The significant reduction in the use of animal models for teaching at UK universities is creating a skills shortage among life science undergraduates and new studies led by Kingston University have been undertaken to examine the suitability of using invertebrate and non-mammalian models as ethical alternatives for practical training.
A series of four joint studies, published in the American Physiological Society’s Advances in Physiology Education journal, have been conducted after government figures showed that the number of animals used for education and training in the UK declined from 5,771 in 2001 to just 857 in 2022 – a fall of 85.2 per cent, mainly due to ethical, financial and practical barriers.
The decline in ‘in vivo’ (studies conducted in a living organism) learning is a growing concern, with the Association of the British Pharmaceutical Industry reporting this is leaving students with a shortage of the skills that are crucial for the next generation of researchers developing new medicines and therapeutics for the benefit of all.
Associate Professor of Pharmacology and Physiology at Kingston University Dr Nick Freestone led a group of academics who worked in collaboration to investigate whether invertebrate and non-mammalian models could be a suitable alternative for skills training of students in the Life Sciences.

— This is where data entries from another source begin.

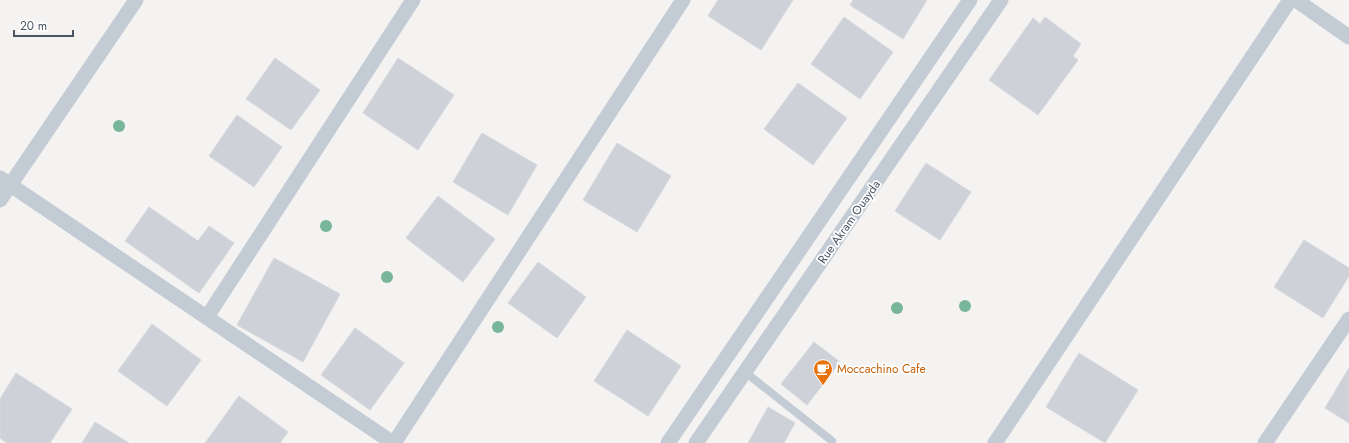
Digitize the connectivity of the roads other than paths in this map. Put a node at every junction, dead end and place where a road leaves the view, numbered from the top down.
1 (136, 0) edge
2 (413, 0) edge
3 (683, 0) edge
4 (970, 0) edge
5 (1001, 0) edge
6 (1290, 0) edge
7 (1296, 0) edge
8 (1349, 37) edge
9 (5, 182) edge
10 (0, 200) edge
11 (207, 317) junction
12 (1349, 319) edge
13 (745, 372) junction
14 (832, 441) dead end
15 (394, 443) edge
16 (668, 443) edge
17 (696, 443) edge
18 (995, 443) edge
19 (1265, 443) edge

1 - 9 street
2 - 11 street
3 - 15 street
4 - 16 street, Rue Akram Ouayda
5 - 13 street, Rue Akram Ouayda
6 - 18 street
7 - 8 street
9 - 10 street
9 - 11 street
11 - 15 street
12 - 19 street
13 - 14 lane
13 - 17 street, Rue Akram Ouayda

Alongside peers from the University of Leeds, University of Shefield and Swansea University, Dr Freestone studied three organisms that do not require a government licence and offer clear educational advantages – the zebrafish, the fruit fly and blackworm.
The transparency of the zebrafish (Dario rerio) allows students to easily visualise a beating heart and study the effects of drugs or temperature on heart rate without the need for dissection or risking animal distress.

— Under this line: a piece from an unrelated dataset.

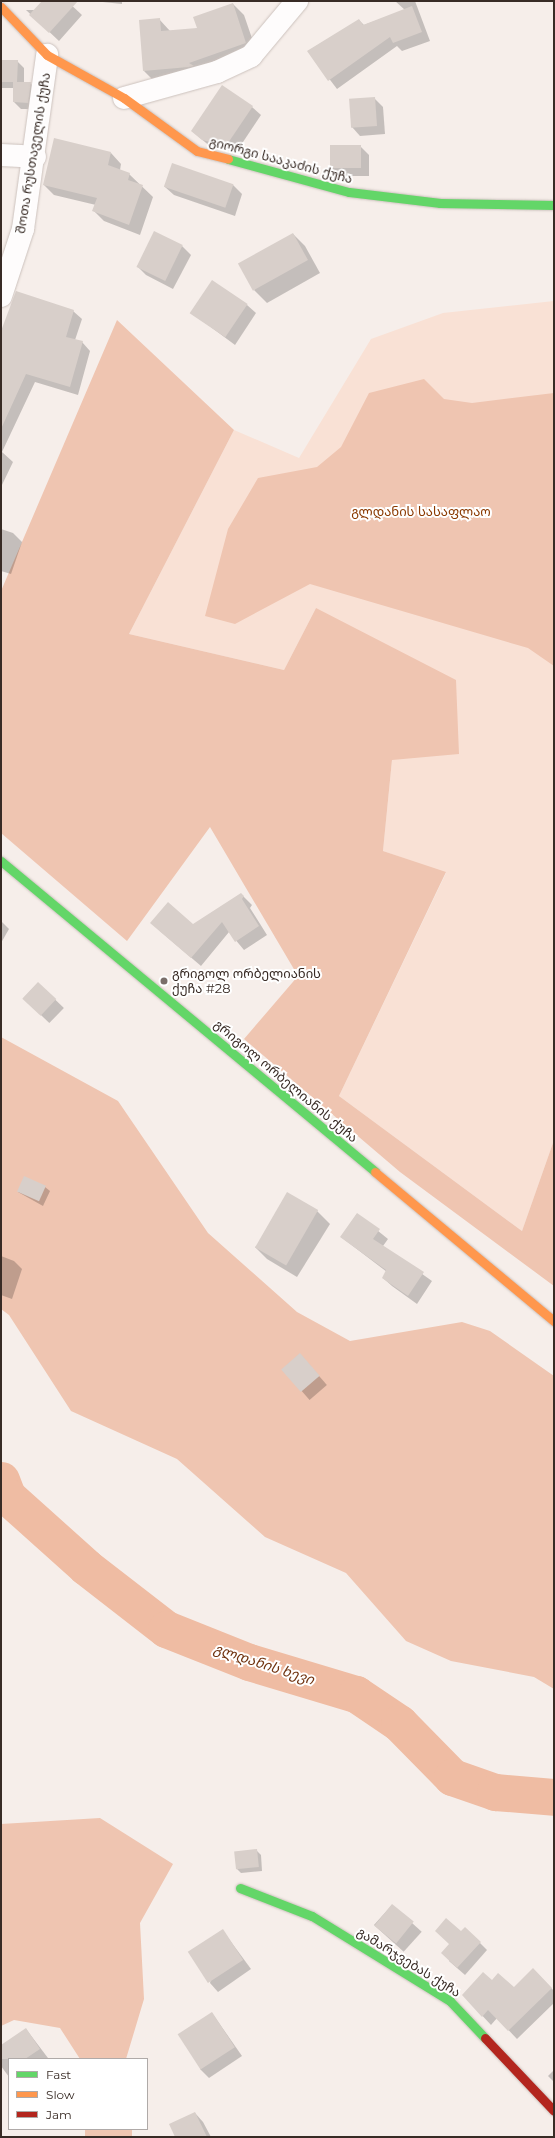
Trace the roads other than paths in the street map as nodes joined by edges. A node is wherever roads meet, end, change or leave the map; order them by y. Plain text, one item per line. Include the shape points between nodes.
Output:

Ideal for studying neurodegeneration, the fruit fly (Drosophila melanogaster) allows students to directly observe the impact of gene mutation on locomotor and learning deficits. This creates a tangible link between molecular techniques taught in class and the resulting pathophysiological mechanisms of disease.
The blackworm’s utility for teaching behavioural pharmacology also makes it a credible alternative to working with higher order species such as mammals. As an invertebrate, like the zebrafish, it is exempt from the Animal (Scientific Procedures) Act 1986. Classes can be set up simply to measure the worms’ response to drug exposure – removing the current barriers to ‘in vivo’ education.
The studies’ findings have highlighted how adopting non-traditional lower order species can provide inspirational educational experiences and decrease the reliance on historically used mammals, reflected Dr Freestone. “Using these teaching strategies can help produce highly employable and qualified graduates who possess the hands-on research skills necessary to continue contributing to the development of new medicines and therapeutics, while helping close the growing skills gap we have seen in the life sciences over recent times,” he said.